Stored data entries
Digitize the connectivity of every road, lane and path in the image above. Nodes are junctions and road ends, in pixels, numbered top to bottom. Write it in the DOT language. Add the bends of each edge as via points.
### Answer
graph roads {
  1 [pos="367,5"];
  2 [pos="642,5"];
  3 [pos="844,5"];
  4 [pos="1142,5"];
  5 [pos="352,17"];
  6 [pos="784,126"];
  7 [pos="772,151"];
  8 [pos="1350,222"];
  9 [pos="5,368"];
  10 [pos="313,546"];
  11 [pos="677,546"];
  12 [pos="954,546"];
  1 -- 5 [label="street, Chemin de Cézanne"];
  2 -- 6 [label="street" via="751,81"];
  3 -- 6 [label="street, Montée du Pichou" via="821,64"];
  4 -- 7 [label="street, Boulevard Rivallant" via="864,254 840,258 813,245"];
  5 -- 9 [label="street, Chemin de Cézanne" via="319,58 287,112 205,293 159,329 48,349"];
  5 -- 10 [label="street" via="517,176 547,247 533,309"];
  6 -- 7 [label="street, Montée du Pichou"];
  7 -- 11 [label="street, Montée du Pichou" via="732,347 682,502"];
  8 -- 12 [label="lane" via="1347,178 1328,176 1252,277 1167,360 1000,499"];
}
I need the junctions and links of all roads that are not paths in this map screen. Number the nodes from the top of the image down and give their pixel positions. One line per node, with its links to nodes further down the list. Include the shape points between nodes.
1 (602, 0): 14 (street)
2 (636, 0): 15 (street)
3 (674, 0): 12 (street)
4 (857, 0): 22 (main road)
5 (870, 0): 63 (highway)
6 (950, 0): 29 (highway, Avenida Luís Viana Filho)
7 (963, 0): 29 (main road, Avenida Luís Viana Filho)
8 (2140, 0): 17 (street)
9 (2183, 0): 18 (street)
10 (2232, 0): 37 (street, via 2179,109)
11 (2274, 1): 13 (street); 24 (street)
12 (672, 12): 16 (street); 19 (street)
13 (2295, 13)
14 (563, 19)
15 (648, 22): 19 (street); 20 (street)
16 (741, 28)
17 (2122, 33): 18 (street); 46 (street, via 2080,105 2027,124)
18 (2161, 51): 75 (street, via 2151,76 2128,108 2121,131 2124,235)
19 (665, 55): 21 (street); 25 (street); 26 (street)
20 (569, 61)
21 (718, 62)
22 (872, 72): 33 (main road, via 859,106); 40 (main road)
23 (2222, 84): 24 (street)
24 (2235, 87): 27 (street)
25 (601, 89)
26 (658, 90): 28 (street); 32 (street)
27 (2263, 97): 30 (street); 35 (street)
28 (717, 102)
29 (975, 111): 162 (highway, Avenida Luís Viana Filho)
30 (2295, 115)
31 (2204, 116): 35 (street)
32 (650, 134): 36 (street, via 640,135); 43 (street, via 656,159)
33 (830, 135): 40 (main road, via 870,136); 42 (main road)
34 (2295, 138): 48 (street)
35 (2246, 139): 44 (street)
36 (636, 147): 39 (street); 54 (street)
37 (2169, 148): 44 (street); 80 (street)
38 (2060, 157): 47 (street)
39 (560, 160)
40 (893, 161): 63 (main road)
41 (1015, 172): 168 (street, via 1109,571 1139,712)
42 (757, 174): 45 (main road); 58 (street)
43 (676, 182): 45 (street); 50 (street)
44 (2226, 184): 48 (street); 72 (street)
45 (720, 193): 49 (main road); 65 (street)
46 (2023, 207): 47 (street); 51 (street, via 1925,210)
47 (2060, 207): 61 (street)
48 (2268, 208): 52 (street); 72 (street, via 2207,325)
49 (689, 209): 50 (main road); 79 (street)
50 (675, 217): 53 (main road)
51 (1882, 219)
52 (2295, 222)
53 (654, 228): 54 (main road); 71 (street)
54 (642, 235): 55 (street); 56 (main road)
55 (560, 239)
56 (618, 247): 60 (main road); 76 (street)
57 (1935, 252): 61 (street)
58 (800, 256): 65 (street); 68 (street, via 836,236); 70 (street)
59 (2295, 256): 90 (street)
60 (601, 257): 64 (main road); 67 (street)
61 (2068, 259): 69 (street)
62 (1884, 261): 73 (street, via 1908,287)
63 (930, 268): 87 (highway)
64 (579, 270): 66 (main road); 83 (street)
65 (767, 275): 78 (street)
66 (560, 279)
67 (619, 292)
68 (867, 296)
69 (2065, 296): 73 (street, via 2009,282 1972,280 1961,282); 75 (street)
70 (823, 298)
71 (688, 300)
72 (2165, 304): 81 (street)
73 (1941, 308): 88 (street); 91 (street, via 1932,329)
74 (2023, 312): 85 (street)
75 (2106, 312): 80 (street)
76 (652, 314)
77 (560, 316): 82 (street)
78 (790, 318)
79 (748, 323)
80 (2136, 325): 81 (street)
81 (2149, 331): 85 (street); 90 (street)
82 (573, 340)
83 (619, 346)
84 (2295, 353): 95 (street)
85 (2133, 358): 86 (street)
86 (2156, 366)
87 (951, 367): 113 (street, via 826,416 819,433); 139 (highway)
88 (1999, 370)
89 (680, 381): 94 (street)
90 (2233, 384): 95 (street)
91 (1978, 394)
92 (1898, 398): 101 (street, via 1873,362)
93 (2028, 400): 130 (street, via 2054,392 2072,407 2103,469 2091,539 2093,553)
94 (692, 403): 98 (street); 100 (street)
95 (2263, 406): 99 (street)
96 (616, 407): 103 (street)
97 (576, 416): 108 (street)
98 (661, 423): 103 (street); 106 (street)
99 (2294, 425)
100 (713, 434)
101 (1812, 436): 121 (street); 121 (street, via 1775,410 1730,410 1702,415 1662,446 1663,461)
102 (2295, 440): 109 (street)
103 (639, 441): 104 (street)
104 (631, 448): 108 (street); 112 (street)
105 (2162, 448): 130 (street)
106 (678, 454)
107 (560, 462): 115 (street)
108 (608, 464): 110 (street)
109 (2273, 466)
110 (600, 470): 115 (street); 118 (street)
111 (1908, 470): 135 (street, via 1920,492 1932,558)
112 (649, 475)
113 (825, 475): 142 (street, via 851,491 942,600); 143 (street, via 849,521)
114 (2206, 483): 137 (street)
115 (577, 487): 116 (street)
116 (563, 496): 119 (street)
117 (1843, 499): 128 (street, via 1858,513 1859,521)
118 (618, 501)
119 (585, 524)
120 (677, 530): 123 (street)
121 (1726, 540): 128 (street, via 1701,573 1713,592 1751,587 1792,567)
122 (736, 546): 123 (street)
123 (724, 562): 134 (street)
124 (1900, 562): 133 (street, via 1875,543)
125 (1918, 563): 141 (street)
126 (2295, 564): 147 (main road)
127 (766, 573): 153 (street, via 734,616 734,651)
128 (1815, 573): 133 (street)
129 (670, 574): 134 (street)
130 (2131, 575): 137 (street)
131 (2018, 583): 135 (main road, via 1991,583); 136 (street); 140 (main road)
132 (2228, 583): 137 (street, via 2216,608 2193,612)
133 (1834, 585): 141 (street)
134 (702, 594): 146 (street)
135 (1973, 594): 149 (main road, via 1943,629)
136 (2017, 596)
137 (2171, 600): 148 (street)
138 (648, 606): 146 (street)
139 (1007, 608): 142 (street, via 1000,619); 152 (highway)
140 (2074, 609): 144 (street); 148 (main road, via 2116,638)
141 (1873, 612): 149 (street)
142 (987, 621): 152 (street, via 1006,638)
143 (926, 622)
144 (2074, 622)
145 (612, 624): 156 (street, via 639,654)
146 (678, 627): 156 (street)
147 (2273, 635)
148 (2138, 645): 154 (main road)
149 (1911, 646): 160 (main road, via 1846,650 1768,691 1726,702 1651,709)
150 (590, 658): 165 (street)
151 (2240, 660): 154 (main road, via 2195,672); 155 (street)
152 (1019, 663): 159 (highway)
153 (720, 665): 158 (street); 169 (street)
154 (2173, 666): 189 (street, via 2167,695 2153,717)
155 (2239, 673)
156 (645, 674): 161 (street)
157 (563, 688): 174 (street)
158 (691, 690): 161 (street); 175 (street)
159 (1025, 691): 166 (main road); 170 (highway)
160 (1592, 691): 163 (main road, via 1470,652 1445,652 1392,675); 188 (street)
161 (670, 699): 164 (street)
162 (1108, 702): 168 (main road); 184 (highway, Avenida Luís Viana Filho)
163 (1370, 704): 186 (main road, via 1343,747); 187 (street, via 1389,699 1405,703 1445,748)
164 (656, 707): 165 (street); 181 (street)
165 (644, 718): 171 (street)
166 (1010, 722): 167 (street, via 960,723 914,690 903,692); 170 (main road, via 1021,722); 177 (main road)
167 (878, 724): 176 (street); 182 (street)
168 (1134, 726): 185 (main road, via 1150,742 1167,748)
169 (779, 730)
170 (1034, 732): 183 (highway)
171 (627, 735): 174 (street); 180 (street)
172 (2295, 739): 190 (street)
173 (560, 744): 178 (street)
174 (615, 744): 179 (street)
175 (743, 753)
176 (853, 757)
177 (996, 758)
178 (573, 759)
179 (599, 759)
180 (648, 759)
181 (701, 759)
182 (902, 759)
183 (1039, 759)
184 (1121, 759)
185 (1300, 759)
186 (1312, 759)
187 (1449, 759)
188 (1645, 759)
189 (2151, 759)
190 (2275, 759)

■ EXERCISE DETAILS: Considering the entries above, how many lines contain "image"? Give that number with nothing else.

■ RESPONSE FOR THIS EXERCISE: 2